Order a meal online in China, and strangers can get hold of your name, phone number and address.

That’s according to an investigation by a Beijing newspaper, detailing how user information was stolen from some of China’s biggest food delivery platforms, including Meituan and Ele.me.

The Beijing News spoke to a black market vendor who was selling personal data at 800 yuan (US$125) for every 10,000 profiles. The information includes name, gender, phone number and address of users from recent food orders. 

Users’ personal information is sold online for just a little more than 1 US cent apiece. (Picture: The Beijing News)

So how did the information got stolen? Turns out, they were leaked by delivery drivers, as well as operators that run takeaway services for restaurants.

Marketing firms and cold callers made up the majority of data buyers, who communicated through online chat groups.  

Food delivery apps are hugely popular in China. More than 343 million users across most Chinese cities have grown accustomed to these fast and cheap services -- that's roughly one in every four people in the country. 

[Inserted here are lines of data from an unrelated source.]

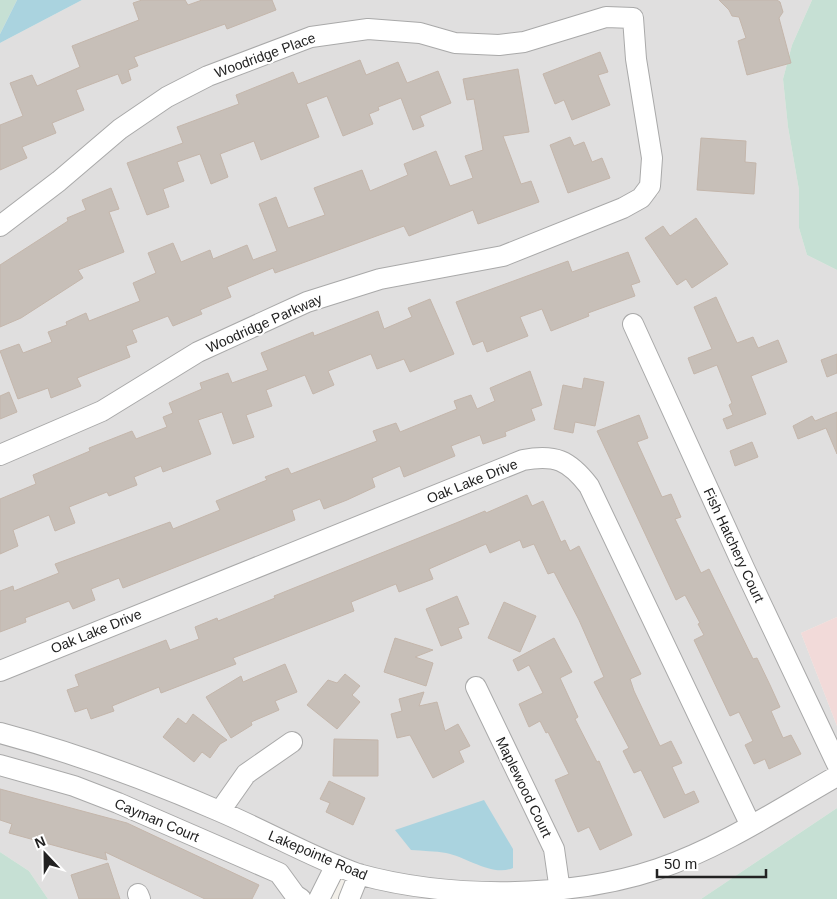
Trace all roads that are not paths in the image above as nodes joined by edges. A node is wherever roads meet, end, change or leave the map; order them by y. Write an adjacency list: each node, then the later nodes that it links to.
1 (633, 18): 2 (street, Woodridge Place); 4 (street, Woodridge Parkway)
2 (0, 226)
3 (633, 324): 9 (street, Fish Hatchery Court)
4 (0, 455)
5 (0, 671): 13 (street, Oak Lake Drive)
6 (476, 687): 16 (street, Maplewood Court)
7 (0, 733): 12 (street, Lakepointe Road)
8 (292, 742): 12 (street)
9 (837, 764)
10 (0, 765): 17 (street, Cayman Court)
11 (837, 776): 13 (street, Lakepointe Road)
12 (220, 811): 14 (street, Lakepointe Road)
13 (751, 826): 16 (street, Lakepointe Road)
14 (336, 865): 15 (street, Lakepointe Road); 18 (street)
15 (359, 874): 16 (street, Lakepointe Road); 19 (street)
16 (560, 891)
17 (301, 899)
18 (319, 899)
19 (349, 899)

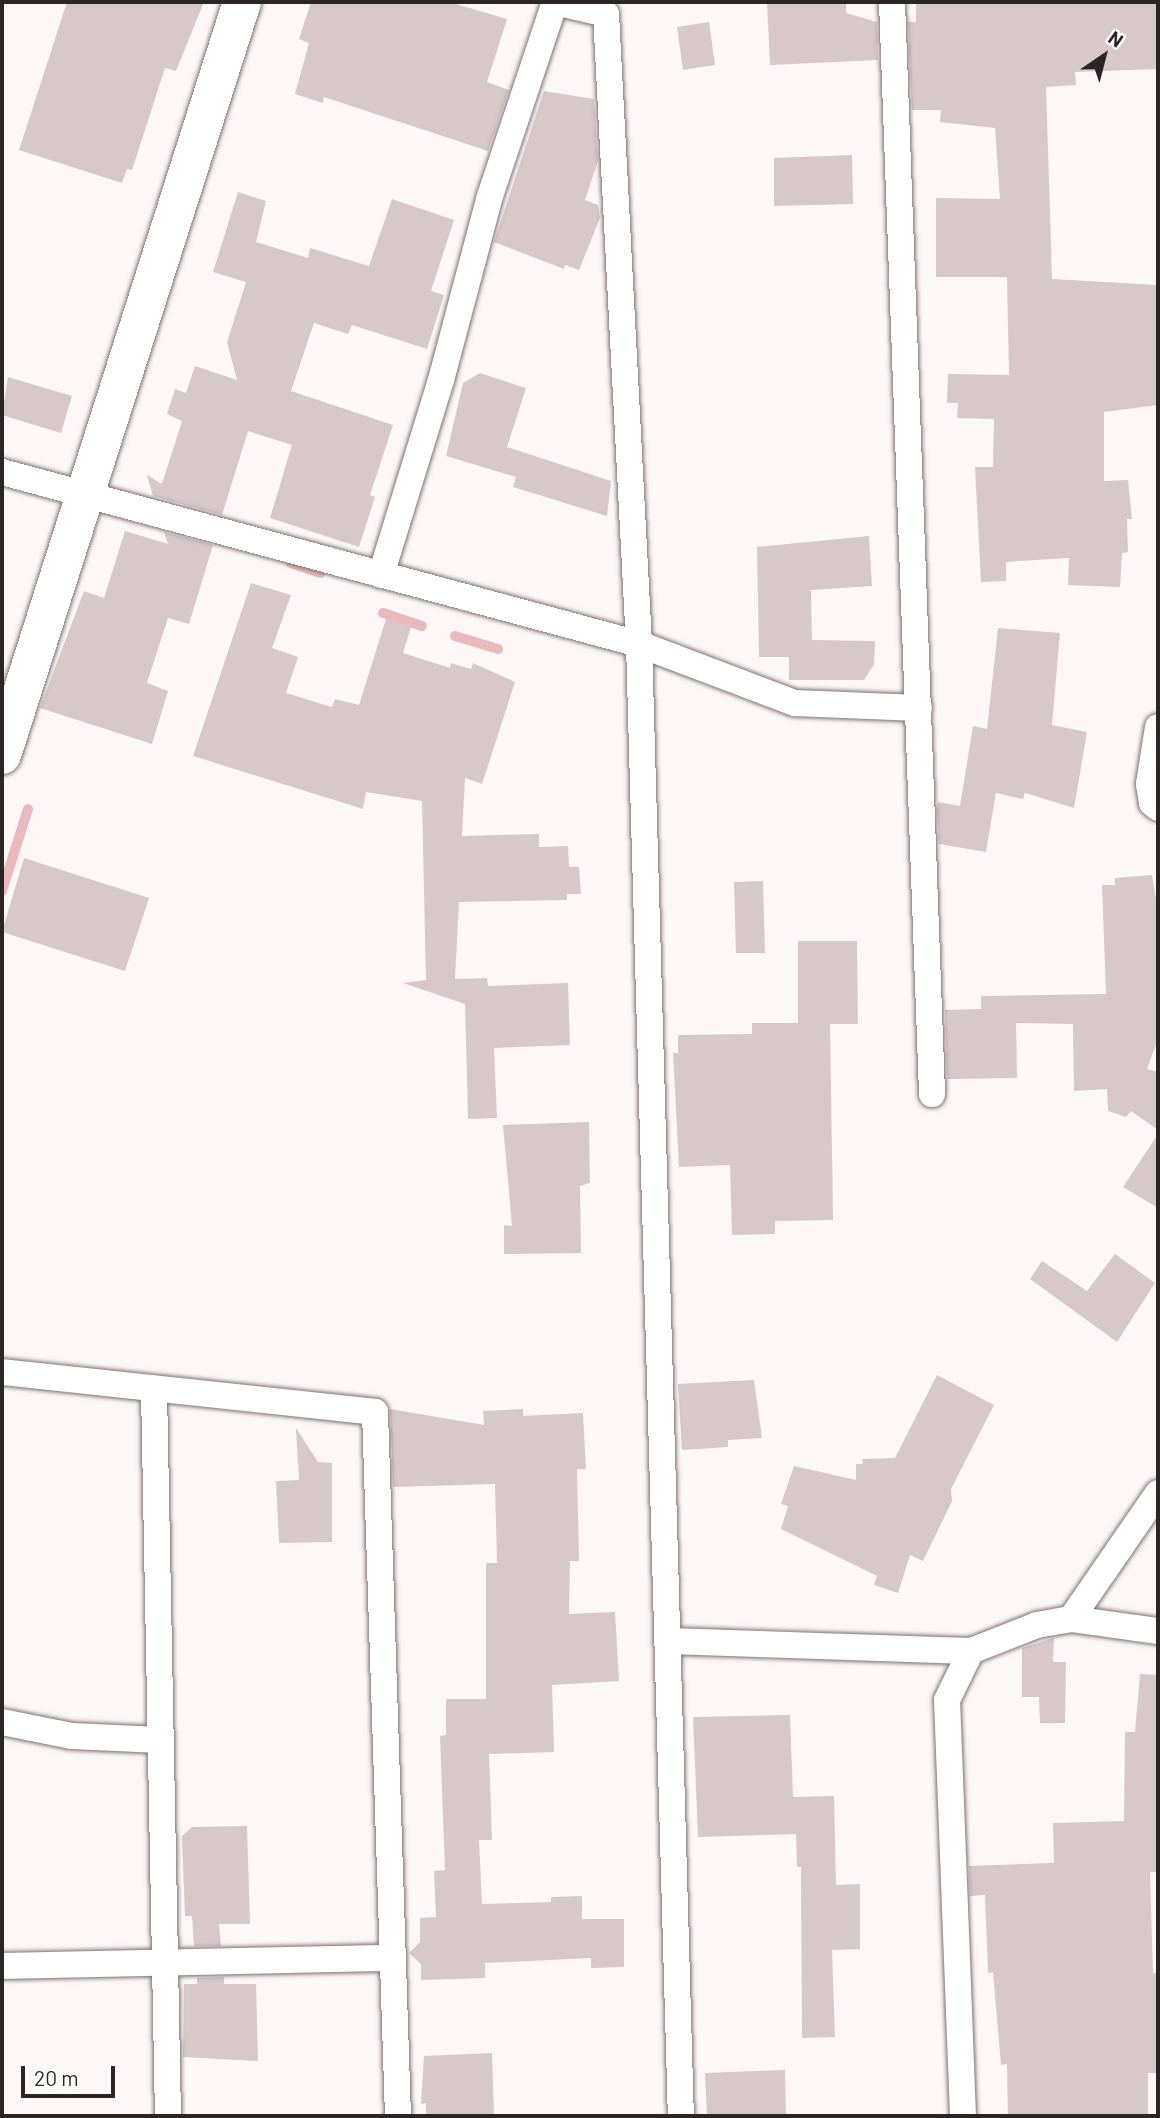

Meituan and Ele.me say that they have notified the police and are working to improve the security of their platforms.

Users of food delivery services grew 135 million in a year, according to a CNNIC report. (Picture: AFP)

Still, the case triggered an outcry among Chinese internet users, who are becoming increasingly worried about online privacy. Many say they've been kept in the dark on how tech companies are using their personal data.

Recently, a think tank in Beijing found that some internet lenders did not include privacy agreements in their apps -- and often asked to access information that's unnecessary for operating their services.

And last year, Huawei reportedly gleaned information from WeChat messages to provide restaurant recommendations for users of its Honor Magic smartphones. The move was blasted by WeChat provider Tencent, which itself was accused of snooping on chats.

The government has been taking actions to tackle growing concerns.

In January, regulators slammed Baidu, Alibaba and news aggregator giant Bytedance over what they called weak data protection policies. Companies were warned they could face severe punishment for future violations. 

(Abacus is a unit of the South China Morning Post, which is owned by Alibaba.)